Author: James Preller
Publication Date: 7/17/12
Publisher: Feiwel & Friends
[Goodreads|Amazon]
Blurb(GR): The summer before his senior year, Jude (yes, he’s named after the Beatles song) gets his first job, falls in love for the first time, and starts to break away from his parents. Jude’s house is kept dark, and no one talks much—it’s been that way since his little sister drowned in a swimming pool seven years ago when Jude was supposed to be watching her.
Now, Jude is finally, finally starting to live. Really live. And then, life spins out of control. Again.
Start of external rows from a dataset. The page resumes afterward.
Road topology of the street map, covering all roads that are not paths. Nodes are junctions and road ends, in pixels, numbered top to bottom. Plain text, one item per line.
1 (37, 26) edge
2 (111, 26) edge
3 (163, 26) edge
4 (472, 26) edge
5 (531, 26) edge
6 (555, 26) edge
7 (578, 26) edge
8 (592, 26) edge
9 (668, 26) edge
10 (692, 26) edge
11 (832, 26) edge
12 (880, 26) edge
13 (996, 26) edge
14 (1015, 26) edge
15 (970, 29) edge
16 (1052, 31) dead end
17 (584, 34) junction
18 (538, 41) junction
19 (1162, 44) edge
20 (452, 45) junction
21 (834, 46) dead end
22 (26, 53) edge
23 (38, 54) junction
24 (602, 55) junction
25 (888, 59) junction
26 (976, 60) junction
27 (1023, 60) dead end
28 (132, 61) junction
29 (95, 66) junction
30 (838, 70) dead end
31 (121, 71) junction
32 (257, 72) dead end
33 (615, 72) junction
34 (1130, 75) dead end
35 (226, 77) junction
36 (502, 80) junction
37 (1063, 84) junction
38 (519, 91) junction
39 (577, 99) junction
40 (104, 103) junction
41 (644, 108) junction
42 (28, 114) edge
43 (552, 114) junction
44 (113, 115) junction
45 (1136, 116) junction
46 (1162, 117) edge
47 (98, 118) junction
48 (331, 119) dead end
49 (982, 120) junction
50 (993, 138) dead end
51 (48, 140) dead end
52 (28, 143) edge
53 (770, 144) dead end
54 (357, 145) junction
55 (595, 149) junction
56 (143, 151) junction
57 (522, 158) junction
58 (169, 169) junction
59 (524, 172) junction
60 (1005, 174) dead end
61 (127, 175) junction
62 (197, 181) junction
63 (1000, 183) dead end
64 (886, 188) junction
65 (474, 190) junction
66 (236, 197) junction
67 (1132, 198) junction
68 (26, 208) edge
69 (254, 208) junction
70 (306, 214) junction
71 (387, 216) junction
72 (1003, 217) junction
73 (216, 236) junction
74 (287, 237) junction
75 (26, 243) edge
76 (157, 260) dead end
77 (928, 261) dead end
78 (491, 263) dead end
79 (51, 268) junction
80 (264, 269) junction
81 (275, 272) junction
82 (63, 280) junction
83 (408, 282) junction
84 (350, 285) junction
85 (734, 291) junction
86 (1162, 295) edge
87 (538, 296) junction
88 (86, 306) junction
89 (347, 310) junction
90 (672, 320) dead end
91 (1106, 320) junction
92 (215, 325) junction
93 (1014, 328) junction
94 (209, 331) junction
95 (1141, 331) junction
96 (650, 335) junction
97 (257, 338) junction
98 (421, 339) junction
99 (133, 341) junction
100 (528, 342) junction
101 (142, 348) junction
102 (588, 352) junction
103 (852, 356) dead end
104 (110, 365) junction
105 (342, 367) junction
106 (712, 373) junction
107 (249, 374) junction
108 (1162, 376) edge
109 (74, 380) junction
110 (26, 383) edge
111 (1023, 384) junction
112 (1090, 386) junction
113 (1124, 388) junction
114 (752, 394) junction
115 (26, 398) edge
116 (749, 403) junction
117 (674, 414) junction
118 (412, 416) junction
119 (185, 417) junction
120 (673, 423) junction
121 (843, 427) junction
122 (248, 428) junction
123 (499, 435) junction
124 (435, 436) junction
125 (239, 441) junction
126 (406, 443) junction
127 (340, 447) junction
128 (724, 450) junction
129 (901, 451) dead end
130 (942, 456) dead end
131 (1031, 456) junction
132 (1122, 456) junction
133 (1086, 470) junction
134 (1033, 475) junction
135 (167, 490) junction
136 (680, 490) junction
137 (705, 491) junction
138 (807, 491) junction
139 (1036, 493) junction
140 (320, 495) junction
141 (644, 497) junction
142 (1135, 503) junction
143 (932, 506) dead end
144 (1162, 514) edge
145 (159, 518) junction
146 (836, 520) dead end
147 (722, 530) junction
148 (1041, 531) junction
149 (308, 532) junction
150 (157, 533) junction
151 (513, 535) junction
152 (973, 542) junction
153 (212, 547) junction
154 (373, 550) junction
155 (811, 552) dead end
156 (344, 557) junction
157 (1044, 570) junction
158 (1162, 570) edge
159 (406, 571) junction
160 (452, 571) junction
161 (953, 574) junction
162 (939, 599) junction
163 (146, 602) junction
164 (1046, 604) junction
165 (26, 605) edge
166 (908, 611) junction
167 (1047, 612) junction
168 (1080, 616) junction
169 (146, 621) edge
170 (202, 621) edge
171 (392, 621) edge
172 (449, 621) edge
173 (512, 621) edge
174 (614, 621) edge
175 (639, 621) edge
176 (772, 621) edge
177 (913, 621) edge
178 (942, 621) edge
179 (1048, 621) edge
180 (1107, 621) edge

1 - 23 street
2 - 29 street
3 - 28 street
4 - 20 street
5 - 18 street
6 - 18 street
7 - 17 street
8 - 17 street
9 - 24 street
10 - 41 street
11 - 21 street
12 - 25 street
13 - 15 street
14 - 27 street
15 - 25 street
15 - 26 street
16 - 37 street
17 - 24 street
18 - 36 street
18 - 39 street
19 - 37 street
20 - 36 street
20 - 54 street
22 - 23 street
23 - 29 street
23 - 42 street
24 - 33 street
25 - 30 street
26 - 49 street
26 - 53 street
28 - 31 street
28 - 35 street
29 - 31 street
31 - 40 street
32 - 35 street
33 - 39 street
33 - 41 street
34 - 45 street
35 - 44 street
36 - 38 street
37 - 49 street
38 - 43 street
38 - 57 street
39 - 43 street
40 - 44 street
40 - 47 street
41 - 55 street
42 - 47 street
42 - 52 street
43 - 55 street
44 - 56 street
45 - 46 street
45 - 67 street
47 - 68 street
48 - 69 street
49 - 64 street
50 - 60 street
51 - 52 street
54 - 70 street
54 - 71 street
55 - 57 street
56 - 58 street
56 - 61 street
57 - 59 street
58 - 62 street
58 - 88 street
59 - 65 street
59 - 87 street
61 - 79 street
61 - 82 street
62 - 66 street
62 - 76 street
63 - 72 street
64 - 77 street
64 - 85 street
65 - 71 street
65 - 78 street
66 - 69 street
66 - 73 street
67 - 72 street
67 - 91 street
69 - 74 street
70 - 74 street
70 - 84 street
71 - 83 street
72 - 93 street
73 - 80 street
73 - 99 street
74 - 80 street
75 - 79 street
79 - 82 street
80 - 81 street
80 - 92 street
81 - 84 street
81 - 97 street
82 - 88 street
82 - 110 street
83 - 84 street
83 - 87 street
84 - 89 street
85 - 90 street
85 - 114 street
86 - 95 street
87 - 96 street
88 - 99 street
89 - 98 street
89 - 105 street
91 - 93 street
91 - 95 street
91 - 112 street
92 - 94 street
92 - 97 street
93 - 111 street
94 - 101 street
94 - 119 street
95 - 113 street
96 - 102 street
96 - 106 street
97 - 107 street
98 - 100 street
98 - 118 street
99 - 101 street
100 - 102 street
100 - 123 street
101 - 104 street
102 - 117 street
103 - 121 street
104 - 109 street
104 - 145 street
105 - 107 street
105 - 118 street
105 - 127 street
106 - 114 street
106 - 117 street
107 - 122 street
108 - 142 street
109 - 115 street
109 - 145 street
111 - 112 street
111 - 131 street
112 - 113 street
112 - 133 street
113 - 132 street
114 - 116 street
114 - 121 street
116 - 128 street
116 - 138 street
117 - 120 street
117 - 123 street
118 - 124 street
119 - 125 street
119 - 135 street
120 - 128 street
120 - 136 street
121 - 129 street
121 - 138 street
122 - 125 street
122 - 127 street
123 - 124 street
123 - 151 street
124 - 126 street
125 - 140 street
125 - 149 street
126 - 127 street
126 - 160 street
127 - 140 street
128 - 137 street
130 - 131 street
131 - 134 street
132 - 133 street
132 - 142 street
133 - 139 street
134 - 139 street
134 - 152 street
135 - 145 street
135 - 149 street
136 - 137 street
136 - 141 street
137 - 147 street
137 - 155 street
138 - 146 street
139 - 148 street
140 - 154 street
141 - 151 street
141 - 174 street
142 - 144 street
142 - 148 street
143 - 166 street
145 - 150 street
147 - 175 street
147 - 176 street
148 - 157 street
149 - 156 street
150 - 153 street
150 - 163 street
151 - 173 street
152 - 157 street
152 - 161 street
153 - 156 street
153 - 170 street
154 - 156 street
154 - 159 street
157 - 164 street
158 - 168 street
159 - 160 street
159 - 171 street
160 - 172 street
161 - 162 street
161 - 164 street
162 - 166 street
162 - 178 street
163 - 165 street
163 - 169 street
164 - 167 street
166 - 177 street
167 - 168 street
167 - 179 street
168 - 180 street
Acclaimed author James Preller explores life, death, love, faith, and resilience in his first young adult novel that will grip readers from the book’s dramatic first few pages to its emotional end.
Review:
This is one of the worst books I’ve ever read, but I say that with a bit of affection. I finished this in one evening, because it was just…riveting. I couldn’t look away! It was like this crazy mixture of horrible writing, cardboard characters, dialogue from another planet, consistency problems, and semi-poetic gibberish that all somehow combined into a slurry of pure magic. I think this phenomenon is best described by the source material itself:
“For Jude, it was like watching and enjoying a terrible movie. He loved seeing those movies with Corey, and together they spent giddy hours snorting over the best-worst movies of all time. Classics such as Roadhouse, Anaconda, The Beastmaster, and the all-time best worst, Plan 9 From Outer Space. The thing was, you absolutely had to know it was bad – that’s what put the fun in the funny. But if someone like liked it without irony: Yikes, that was plain scary.”
Scary indeed. (Also, seriously Jude? Beastmaster? That’s just a classic!) Thankfully I do not “like like” this book, so I think I’m okay.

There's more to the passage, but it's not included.